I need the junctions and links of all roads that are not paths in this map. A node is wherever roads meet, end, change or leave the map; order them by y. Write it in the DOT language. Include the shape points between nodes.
-------
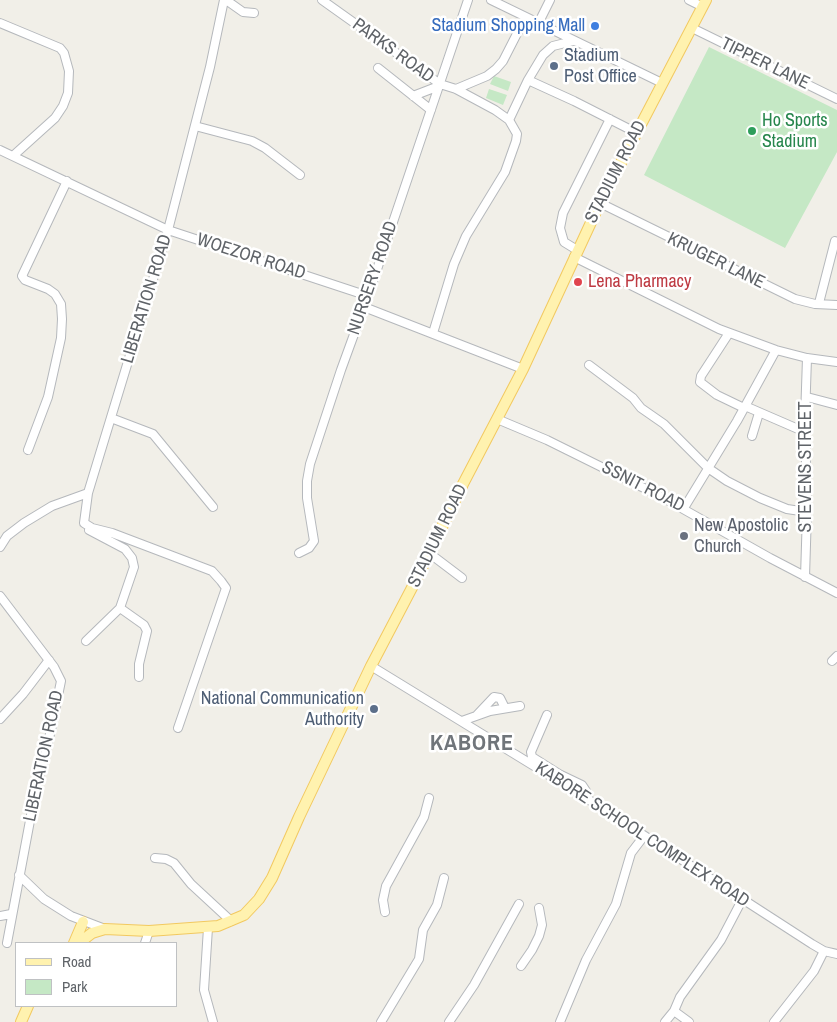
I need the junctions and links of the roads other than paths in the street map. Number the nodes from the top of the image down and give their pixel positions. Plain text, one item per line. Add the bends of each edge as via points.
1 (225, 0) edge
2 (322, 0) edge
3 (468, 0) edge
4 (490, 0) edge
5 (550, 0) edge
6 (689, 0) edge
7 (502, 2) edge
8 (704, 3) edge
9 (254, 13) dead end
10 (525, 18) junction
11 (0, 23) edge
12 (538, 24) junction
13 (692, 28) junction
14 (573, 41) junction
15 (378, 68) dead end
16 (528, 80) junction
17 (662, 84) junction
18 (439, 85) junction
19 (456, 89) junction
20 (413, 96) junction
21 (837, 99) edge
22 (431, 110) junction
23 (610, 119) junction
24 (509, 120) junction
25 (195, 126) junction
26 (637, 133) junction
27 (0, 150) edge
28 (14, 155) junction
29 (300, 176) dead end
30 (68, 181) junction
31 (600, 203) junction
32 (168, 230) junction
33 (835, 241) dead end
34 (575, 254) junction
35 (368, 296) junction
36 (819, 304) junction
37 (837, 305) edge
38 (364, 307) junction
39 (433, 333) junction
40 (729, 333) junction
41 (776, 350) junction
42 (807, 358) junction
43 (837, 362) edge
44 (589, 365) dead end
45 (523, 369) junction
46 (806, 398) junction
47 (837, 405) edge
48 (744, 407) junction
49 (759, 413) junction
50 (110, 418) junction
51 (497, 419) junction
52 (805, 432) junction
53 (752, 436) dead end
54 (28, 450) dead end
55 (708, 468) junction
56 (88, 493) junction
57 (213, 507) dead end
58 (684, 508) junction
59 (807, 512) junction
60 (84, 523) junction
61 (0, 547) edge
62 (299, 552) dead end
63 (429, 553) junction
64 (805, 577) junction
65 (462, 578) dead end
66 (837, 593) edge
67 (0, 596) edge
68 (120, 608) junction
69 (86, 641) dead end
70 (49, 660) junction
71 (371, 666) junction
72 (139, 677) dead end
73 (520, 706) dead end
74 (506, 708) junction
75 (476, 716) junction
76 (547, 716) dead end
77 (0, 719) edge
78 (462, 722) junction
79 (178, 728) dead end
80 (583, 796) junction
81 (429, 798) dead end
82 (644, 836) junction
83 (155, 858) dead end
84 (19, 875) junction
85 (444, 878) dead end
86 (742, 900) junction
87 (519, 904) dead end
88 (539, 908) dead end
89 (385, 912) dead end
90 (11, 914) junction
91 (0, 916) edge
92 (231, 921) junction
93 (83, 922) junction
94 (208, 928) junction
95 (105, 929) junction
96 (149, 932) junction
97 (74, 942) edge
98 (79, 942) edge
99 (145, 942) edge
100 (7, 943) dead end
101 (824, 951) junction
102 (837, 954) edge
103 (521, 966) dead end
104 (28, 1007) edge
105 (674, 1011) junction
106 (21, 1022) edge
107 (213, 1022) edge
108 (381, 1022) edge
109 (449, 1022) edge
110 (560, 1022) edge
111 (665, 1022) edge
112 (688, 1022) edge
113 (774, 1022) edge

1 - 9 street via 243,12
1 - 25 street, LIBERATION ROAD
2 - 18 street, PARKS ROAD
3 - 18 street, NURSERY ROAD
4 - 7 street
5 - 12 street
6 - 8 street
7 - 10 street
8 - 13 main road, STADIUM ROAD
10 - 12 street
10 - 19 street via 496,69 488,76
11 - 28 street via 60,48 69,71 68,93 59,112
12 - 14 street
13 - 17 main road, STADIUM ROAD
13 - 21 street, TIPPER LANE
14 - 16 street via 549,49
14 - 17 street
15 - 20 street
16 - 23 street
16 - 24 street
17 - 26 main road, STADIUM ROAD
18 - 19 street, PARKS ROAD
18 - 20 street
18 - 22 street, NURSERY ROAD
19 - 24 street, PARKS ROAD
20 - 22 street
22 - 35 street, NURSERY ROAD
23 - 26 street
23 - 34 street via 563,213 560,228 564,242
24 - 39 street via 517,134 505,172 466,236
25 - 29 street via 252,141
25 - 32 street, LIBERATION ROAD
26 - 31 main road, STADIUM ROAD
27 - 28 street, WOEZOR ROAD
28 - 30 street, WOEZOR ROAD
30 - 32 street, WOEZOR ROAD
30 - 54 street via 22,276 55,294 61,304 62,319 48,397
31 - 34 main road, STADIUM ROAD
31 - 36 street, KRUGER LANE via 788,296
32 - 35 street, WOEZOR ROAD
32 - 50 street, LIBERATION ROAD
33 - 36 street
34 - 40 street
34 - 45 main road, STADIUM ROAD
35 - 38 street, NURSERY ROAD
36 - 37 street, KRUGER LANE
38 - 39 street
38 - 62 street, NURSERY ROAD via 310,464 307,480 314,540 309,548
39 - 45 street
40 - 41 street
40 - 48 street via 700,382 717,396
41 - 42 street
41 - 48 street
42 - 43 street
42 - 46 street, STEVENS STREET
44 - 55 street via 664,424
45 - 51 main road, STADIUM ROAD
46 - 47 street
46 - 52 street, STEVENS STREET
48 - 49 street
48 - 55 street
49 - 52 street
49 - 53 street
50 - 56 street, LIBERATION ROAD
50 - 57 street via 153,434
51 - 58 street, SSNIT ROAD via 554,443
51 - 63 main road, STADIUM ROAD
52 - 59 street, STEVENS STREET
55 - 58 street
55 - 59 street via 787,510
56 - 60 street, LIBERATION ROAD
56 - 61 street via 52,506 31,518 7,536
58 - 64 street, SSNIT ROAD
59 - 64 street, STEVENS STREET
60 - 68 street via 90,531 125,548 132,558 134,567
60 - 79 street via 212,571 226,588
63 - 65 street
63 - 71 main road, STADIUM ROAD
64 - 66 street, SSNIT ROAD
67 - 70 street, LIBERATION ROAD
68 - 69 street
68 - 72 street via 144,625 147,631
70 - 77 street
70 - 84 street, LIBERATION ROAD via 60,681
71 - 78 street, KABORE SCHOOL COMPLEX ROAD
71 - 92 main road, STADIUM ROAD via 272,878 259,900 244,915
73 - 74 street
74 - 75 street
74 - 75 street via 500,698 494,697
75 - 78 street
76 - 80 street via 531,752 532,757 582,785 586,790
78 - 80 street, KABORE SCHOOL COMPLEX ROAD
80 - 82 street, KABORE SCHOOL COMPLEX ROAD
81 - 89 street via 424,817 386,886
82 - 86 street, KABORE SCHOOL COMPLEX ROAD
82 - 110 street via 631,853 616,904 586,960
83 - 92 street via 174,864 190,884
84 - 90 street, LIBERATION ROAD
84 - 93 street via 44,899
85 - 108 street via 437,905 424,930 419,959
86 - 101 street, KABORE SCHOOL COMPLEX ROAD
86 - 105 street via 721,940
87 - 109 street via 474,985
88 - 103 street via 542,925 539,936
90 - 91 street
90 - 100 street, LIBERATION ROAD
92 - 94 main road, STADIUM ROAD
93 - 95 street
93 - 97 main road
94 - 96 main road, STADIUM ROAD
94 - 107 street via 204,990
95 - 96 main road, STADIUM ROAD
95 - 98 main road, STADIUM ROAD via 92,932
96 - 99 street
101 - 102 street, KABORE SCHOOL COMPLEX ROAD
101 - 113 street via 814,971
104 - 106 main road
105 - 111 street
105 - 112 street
-------
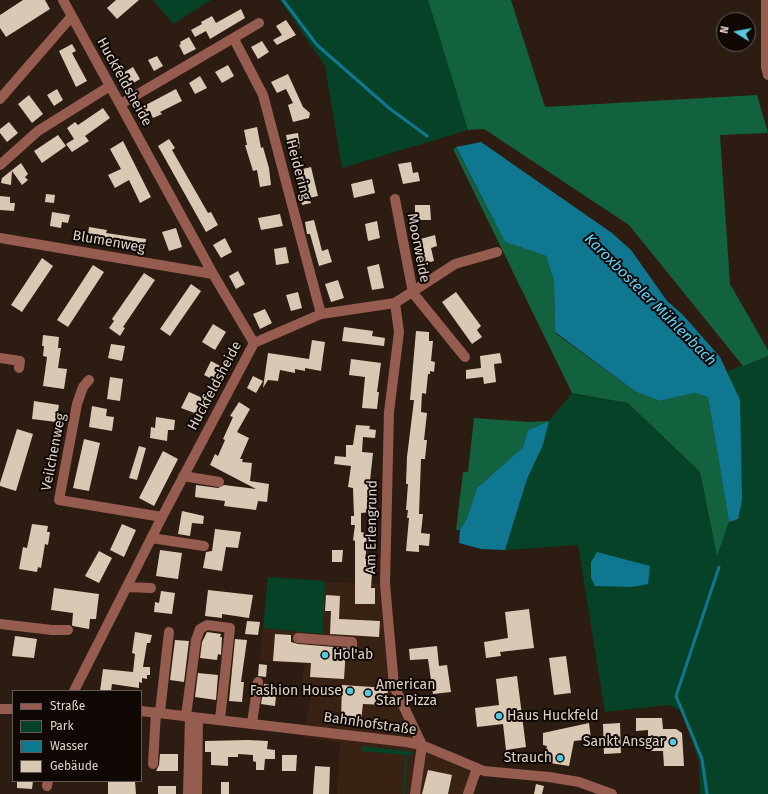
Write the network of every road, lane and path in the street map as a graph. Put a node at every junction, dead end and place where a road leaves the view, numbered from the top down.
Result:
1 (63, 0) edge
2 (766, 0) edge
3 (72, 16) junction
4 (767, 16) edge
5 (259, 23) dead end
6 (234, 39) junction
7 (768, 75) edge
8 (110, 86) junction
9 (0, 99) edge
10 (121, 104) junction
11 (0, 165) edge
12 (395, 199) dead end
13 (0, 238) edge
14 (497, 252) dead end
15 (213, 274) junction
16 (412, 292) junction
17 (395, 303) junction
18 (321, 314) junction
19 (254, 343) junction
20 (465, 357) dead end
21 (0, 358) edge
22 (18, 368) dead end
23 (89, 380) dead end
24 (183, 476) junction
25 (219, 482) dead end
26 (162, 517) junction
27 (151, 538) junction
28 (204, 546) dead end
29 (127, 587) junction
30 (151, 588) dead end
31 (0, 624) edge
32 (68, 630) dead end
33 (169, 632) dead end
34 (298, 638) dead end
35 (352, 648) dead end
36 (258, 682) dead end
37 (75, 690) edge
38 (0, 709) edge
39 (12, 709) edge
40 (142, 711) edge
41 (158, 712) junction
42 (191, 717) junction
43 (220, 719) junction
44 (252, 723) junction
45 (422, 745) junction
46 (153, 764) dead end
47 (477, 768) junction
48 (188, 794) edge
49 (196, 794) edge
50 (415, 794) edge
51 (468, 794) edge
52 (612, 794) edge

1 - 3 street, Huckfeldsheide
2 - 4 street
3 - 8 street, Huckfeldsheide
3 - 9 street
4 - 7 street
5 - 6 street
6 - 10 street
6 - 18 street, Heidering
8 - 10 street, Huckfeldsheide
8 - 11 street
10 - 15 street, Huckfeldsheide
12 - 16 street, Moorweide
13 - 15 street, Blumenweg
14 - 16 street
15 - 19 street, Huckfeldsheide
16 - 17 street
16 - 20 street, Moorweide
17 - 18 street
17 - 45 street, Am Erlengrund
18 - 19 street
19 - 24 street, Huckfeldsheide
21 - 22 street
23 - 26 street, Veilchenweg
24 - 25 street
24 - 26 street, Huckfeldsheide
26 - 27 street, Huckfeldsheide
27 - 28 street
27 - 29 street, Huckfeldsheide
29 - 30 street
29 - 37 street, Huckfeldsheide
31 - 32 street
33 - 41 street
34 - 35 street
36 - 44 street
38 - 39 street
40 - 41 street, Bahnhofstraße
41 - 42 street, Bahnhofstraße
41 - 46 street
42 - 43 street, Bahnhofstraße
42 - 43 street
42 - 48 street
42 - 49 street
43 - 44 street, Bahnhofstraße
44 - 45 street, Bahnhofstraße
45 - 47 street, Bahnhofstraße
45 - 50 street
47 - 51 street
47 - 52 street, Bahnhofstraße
-------
TASK DIRECTIONS:
Every line above with the word "Write" is to be copied out.

WORKED SOLUTION:
I need the junctions and links of all roads that are not paths in this map. A node is wherever roads meet, end, change or leave the map; order them by y. Write it in the DOT language. Include the shape points between nodes.
Write the network of every road, lane and path in the street map as a graph. Put a node at every junction, dead end and place where a road leaves the view, numbered from the top down.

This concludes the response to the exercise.